赤と青と
ドイツに戻る直前に、髪の毛を赤く染めた。
イヤリングカラーに鮮やかな赤を入れてもらい、美容師さんのアイデアによって毛先もグラデーションのように赤く染めてもらった。
家族には某漫画の炎のような登場人物の名前を連呼されているけれど、私はとても気に入っている。
美容院に行くのは1年ぶり。冬に帰った時には近所の1000円カット(今は値段の関係でそうは呼ばないと思うけれど)で重たい髪の毛を軽くしてもらったくらいで、ちゃんと染め直して綺麗に整えてもらうのは久しぶりだった。
美容院に行くのが苦手で、新しいところは開拓せず母に連れられていった美容院に、母と同じ美容師さんを指名して、妹からは散々「値段が高い」とぶうぶう言われているけれど、ここであれば億劫にならないと思っているのでなんとか今回はギリギリのタイミングだったけれども予約することができた。
黒髪で、昔はぱっつん前髪のまるこちゃんを貫き通していたけれど、美容師さんに染めてみたいと言って明るくしてもらった時に、明るい髪色の方が少し垢抜けることを知ってから染める時はちょっぴり派手目にしてもらっている。
それが加速したのは大学に入ってから。「誰も弾いたことのない曲を弾きたい」「現代音楽が面白い」と周りの同級生から少し道を外れ始めると同時に、舞台衣装に対しての見方が急速に変わった。Aラインのドレスで細い肩紐で、全体にスパンコールとラメがまぶしてあるようなドレスが定番だった時代。残念ながら私の体型は全体的に貧相で、肩幅はあるけれども肉付きがどうも悪く、細い肩紐のドレスで下に向かって広がっていく”流行りの”ドレスを舞台で着てしまうと、もはやドレスが楽器を持って歩いているようにしか見えない。さらには貧相な体型が余計に強調されてしまい、最初の印象が「なんか細っちょろくて、演奏に期待できなさそう」となりがち。音で評価するのが音楽とはいえ、舞台に立つ時にはどうしても最初に入ってくる情報は「視覚」になる。そこでマイナス評価をもらってしまうのはどれだけ音が良くても、マイナス始まりでは伸びない。それがどうしても悔しかった。

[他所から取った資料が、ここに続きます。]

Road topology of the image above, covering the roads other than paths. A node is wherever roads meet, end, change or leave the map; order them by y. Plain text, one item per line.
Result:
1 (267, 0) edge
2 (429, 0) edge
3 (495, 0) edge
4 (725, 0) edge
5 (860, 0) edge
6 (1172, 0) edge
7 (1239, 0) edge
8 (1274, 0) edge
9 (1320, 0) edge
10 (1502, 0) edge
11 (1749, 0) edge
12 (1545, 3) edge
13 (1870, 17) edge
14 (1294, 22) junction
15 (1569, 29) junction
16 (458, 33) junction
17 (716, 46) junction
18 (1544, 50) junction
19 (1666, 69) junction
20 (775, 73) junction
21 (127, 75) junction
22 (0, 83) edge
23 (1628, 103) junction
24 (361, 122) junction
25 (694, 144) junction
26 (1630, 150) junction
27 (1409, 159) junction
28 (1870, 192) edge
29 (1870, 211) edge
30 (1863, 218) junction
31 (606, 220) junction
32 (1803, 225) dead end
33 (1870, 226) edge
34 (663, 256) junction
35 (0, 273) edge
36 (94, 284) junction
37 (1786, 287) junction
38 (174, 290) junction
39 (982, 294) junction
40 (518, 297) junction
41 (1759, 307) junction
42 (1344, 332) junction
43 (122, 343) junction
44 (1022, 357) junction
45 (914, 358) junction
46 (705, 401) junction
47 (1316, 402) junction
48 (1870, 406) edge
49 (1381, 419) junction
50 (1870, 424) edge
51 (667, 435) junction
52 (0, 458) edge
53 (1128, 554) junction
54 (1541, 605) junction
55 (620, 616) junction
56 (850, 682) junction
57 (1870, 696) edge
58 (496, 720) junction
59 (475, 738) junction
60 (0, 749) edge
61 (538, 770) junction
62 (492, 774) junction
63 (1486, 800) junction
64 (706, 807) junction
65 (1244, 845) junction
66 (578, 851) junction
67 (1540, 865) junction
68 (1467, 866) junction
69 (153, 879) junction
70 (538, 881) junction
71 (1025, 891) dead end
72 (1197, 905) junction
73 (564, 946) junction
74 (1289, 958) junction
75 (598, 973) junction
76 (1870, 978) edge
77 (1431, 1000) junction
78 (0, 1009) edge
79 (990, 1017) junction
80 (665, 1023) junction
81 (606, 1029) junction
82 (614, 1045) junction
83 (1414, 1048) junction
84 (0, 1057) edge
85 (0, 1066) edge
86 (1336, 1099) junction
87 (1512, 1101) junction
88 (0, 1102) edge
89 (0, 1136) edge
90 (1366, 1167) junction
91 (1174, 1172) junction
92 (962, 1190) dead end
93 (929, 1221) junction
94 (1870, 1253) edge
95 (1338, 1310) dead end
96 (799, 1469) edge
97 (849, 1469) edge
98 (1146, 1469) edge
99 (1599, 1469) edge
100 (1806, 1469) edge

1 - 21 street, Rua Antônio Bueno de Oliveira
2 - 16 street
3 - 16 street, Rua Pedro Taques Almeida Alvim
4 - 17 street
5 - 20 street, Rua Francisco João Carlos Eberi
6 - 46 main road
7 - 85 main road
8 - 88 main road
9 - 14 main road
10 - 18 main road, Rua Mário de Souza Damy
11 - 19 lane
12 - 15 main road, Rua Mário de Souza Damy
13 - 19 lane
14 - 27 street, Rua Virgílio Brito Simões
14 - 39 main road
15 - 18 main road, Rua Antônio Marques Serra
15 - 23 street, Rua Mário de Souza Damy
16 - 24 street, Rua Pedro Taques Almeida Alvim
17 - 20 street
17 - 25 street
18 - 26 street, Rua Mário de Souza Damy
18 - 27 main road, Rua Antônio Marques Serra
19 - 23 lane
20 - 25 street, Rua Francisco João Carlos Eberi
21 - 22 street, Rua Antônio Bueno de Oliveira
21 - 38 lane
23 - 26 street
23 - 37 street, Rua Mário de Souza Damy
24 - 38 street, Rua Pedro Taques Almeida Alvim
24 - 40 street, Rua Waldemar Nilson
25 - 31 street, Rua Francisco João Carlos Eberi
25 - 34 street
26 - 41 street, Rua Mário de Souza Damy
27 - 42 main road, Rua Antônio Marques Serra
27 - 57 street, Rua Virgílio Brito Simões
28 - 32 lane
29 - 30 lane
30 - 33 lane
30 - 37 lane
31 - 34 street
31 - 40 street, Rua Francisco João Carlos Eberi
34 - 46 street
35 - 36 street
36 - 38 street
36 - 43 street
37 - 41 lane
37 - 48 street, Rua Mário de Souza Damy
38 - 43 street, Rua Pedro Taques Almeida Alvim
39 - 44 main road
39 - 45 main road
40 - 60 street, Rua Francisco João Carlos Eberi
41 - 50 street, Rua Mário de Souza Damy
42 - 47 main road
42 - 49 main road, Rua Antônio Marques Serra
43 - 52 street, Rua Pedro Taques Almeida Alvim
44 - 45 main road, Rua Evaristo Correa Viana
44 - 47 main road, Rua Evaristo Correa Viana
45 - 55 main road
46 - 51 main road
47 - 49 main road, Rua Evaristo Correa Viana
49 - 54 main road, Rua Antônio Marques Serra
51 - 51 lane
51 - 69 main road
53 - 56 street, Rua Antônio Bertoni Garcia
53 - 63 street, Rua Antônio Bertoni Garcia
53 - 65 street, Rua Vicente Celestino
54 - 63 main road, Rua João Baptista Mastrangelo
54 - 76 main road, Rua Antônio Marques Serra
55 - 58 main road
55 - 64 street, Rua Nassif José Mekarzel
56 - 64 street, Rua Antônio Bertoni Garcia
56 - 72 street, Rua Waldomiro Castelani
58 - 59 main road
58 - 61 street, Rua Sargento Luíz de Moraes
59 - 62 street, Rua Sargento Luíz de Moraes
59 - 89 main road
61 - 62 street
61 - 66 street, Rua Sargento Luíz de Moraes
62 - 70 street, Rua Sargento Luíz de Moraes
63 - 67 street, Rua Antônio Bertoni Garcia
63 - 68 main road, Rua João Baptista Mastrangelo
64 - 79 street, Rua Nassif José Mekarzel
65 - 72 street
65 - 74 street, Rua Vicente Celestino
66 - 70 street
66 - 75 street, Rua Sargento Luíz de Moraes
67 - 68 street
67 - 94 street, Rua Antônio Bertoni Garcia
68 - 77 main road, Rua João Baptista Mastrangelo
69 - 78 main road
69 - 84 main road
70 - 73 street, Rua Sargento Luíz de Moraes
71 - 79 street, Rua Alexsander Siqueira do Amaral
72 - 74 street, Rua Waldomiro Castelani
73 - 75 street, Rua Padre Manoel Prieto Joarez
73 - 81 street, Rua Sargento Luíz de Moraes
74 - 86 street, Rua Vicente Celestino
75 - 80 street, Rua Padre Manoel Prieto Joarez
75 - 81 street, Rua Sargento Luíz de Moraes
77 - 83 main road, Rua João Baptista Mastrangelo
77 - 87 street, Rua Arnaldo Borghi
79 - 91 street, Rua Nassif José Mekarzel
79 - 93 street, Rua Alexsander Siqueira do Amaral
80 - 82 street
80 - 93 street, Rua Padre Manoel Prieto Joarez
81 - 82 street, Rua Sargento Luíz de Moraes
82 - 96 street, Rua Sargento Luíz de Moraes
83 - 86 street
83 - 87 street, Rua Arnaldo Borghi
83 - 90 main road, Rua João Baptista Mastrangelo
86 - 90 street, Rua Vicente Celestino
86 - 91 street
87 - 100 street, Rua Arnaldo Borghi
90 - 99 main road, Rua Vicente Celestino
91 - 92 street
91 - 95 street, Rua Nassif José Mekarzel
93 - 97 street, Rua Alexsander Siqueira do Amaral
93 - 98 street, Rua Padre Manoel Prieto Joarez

そこで戦略を変え、アシメトリーな衣装や貧相な体型を少し隠すようなデザイン性のある衣装を探すことにした。次第に衣装のレパートリーが増え、前衛的なデザインをショッピングに行く時に探すのが一つの趣味というか楽しみになった。
それが次第に私服にも反映され始め、少し変わったデザインや形の洋服を好んで着るようになっていった。
そうして次に気になり始めたのが髪色だった。ちょっと派手な色にしてみたい、とポツリとこぼした要望を美容師さんは聞き逃さなくて、「次の演奏会で真っ赤なパンツドレスとアシメトリーな黒いワンピースを合わせるのだけど…」と話したところ、イヤリングカラーを入れることを提案してもらった。せっかくなら衣装と揃えて赤くする?と真っ赤な髪が一房入った。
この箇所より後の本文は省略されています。